Ronald Walsworth Credit: T. Walsworth

Quantum diamond microscopes are one of Ron Walsworth's passions. He is a physicist at the Harvard-Smithsonian Center for Astrophysics (CFA) and in Harvard's physics department. He also works on atomic clocks, quantum science and exoplanets. Some scientists poke fun at colleagues who crisscross fields as he does. “They think they are making fun of them, but actually I think they are making fun of themselves,” says Walsworth. “They're missing out on what's going on.”

Walsworth likes developing and building tools for precise measurements, one of which is the quantum diamond microscope that harnesses special flaws in diamonds. A perfect diamond is transparent to visible light. But when two neighboring carbon atoms in the diamond lattice are replaced with nitrogen in one spot and nothing—a vacancy—in the other, the changed distribution of electrons gives the diamond special properties. Incoming green light is absorbed, and red light is emitted. Given that the electrons also have angular momentum, or spin, each such nitrogen-vacancy (NV) center “will act like it is a little magnet,” he says.

The diamond's properties let the microscope detect small changes in magnetic fields, and then “you can read the signals out optically,” says Walsworth. In the new instrument, a sample is placed on top of a small, planar diamond chip, which has a high density of NV centers. The intensity of the red light readout depends on the exact magnetic signature at each spot, which corresponds to a camera pixel. “The strength of the light it gives off is a function of the local magnetic field,” he says.

Walsworth and his team have built and used the instrument and applied magnetically labeled antibodies to image and quantify rare, single cells, such as tumor cells mixed in with a sample of healthy cells. Magnetic fields penetrate through matter, such as tissue or blood, without suffering from autofluorescence and absorption issues common to optical techniques. The field of view is large in this instrument—1 millimeter by 1 millimeter—and it could be larger still, he says: for example, as large as a microscope slide.

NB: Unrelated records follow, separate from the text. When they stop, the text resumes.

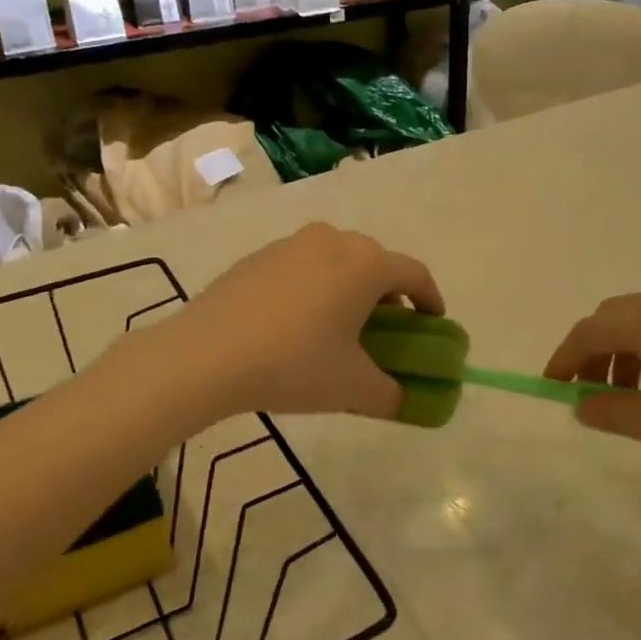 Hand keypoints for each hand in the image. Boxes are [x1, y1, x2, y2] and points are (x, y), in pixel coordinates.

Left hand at [161, 223, 443, 419]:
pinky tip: (295, 321)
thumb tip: (404, 398)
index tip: (433, 322)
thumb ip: (390, 393)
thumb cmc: (294, 364)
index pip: (415, 274)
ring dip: (348, 286)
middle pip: (375, 261)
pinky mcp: (258, 256)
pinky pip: (301, 266)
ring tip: (338, 323)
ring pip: (336, 259)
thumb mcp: (352, 387)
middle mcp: (333, 241)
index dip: (431, 299)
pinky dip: (313, 286)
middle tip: (385, 327)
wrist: (207, 354)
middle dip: (388, 292)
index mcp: (366, 264)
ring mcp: (291, 244) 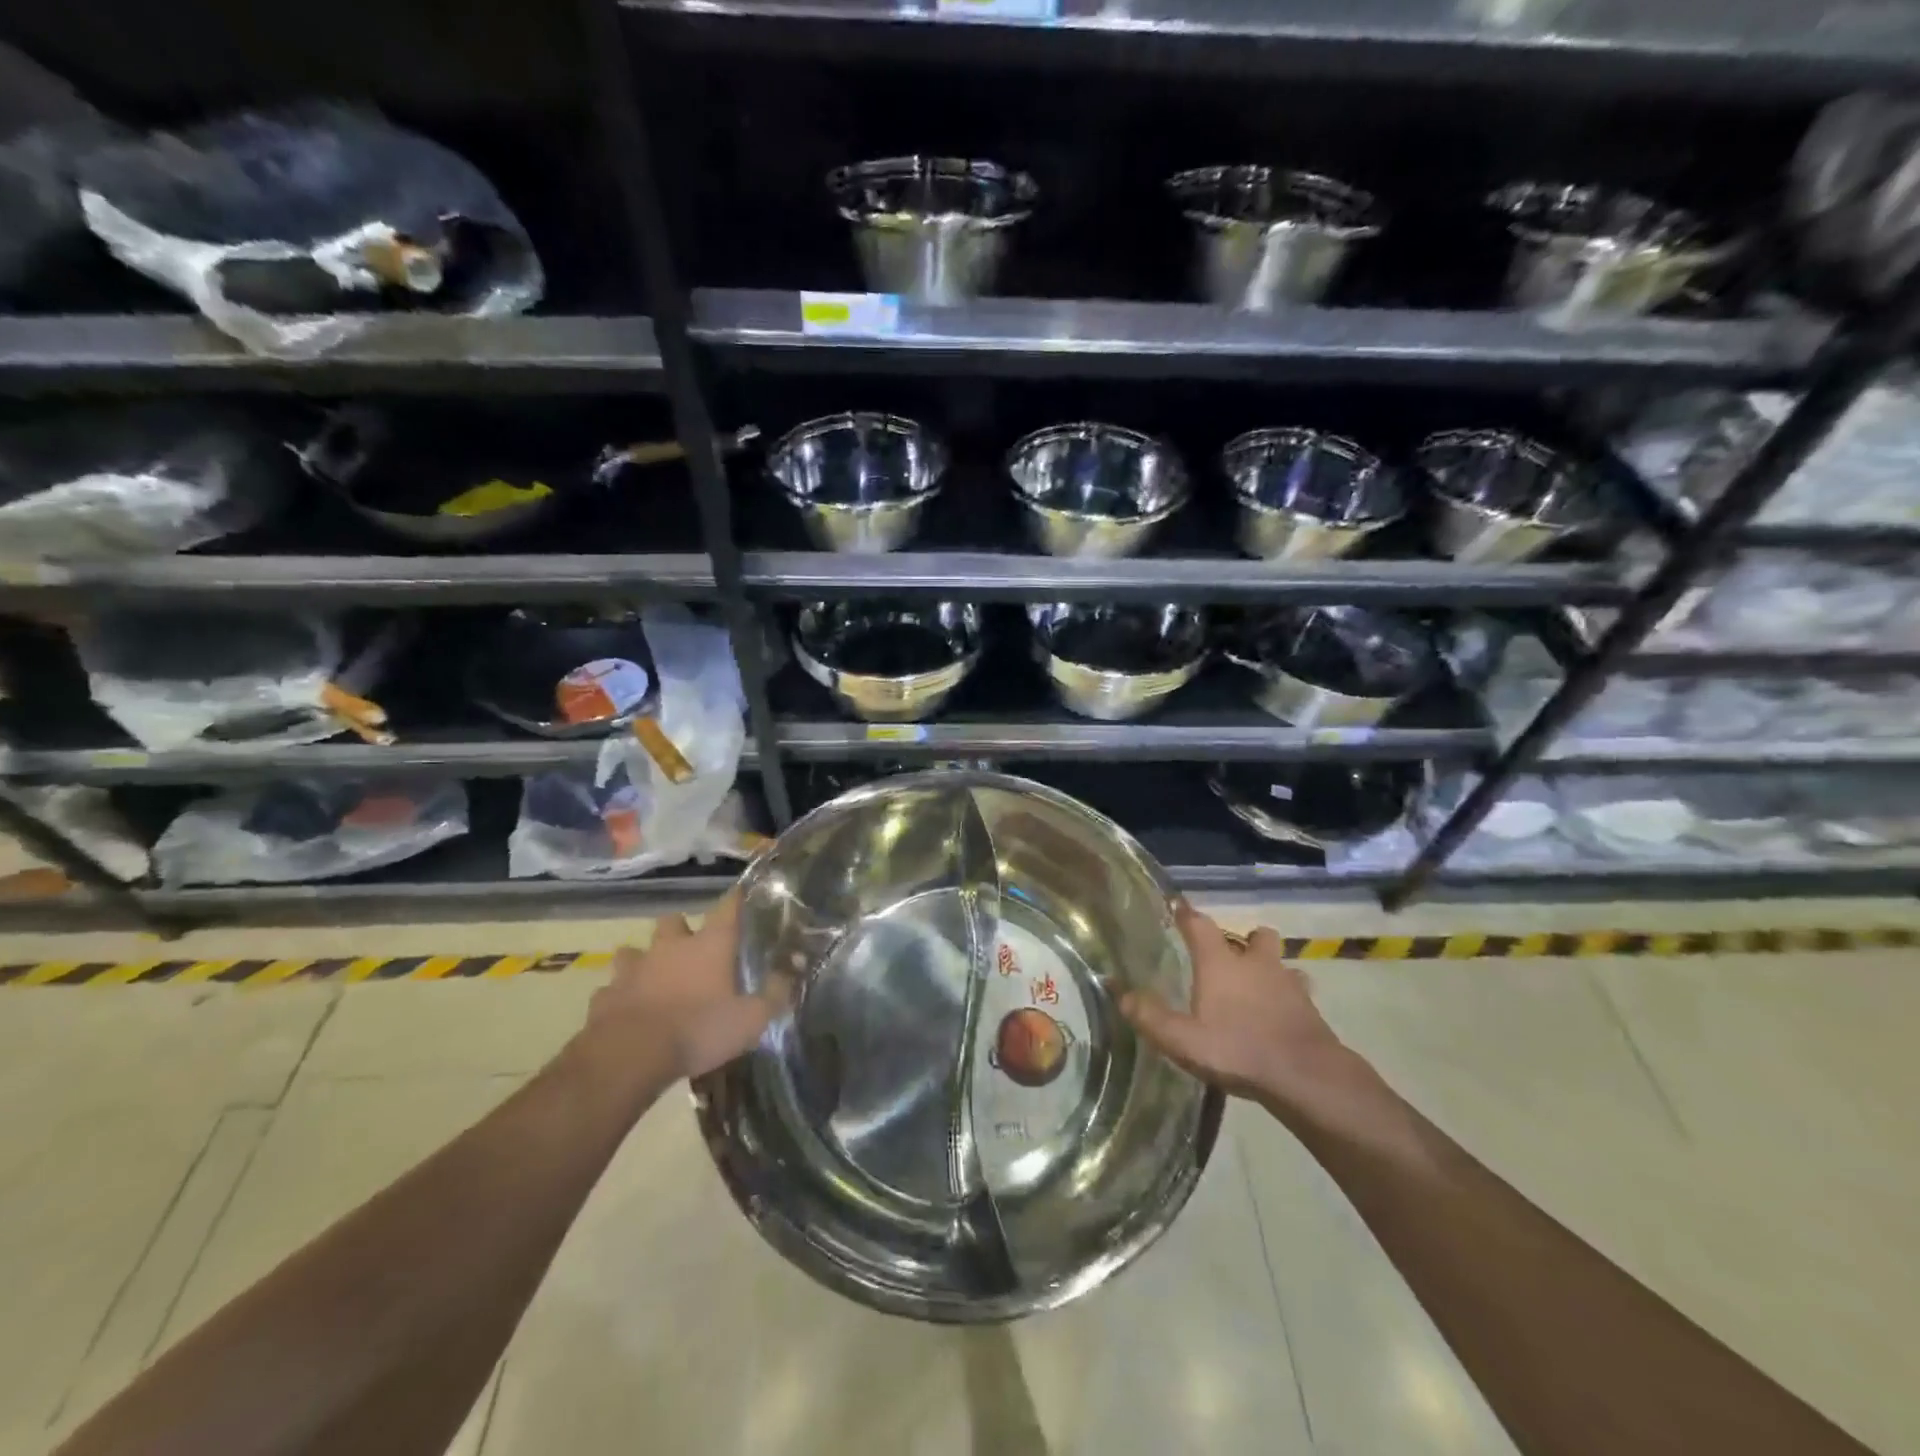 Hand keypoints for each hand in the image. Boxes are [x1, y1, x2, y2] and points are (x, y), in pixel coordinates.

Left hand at [586, 892, 777, 1083]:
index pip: (728, 907)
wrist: (629, 1056)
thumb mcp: (752, 1019)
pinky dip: (621, 996)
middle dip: (680, 930)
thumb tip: (791, 971)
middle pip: (673, 921)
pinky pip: (613, 989)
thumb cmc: (699, 1029)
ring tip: (654, 978)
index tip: (743, 896)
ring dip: (644, 961)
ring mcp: (634, 969)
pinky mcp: (605, 996)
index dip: (737, 900)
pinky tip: (628, 1011)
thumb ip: (775, 993)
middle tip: (691, 949)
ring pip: (634, 951)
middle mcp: (670, 947)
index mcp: (709, 945)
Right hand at [1121, 903, 1353, 1106]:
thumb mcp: (1182, 1039)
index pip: (1198, 924)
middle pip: (1254, 935)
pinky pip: (1298, 991)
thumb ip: (1149, 1015)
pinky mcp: (1310, 1007)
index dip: (1184, 913)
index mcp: (1220, 962)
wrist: (1305, 1076)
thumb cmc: (1237, 1049)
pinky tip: (1280, 1016)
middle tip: (1228, 959)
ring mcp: (1288, 983)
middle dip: (1244, 941)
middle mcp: (1255, 963)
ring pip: (1280, 961)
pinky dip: (1288, 997)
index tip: (1175, 905)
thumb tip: (1117, 991)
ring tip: (1257, 988)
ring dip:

The work was done with colleagues at Harvard and Massachusetts General Hospital. Walsworth credits the idea to physicist Colin Connolly, who is at a company called Quantum Diamond Technologies Inc., for which Walsworth consults. The company is exploring ways to exploit NV centers in diamonds, such as for bioassays and imaging. “The technology is good for finding rare things,” says Walsworth. Wherever there are “needle-in-a-haystack problems,” diamonds with NV centers have a bright career future.

Walsworth's own career path has been unusual. The last time he sent in an application for anything was to get into graduate school. After receiving his PhD in physics, Walsworth basically never left Harvard. He was invited to be a postdoctoral fellow at the US National Institute of Standards and Technology, but he struck out on his own in some unused Harvard lab space and with Smithsonian Institution funding instead. “It was very easy to come in as a young person and just try things,” he says. The grant made him a principal investigator from day one. “I built up a research group from nothing,” he says.

Although Walsworth was later offered a staff scientist position at CFA and a faculty post in the Harvard physics department, he does not recommend his path. Looking back, it's a great story to tell, but, he asks, “what the hell was I thinking?” He had just married; his first of four children was on the way.

I really enjoy that human connection.

As lab head, he believes in clearing the path for young scientists so they can do the work they choose. “Don't just use them as your minions,” says Walsworth. He also helps members of his group find jobs in the currently difficult market. He is as scientifically driven as he is gregarious with his group and collaborators. “I really enjoy that human connection,” he says.

Walsworth's lab is unique in that it does fundamental physics and builds biomedical tools, says Matthew Rosen, a former postdoctoral fellow in Walsworth's lab. He now has his own biomedical imaging lab at Massachusetts General Hospital and calls Walsworth a mentor, friend and collaborator. “The fact that he is so fun and comfortable around people makes it all the more striking that he is also a brilliantly intuitive and creative physicist,” says Rosen, who has known Walsworth for more than 20 years. “I've watched him do more physics on the back of a piece of scrap paper while standing at a BBQ making his famous pineapple chicken sandwiches than many do in a lifetime.”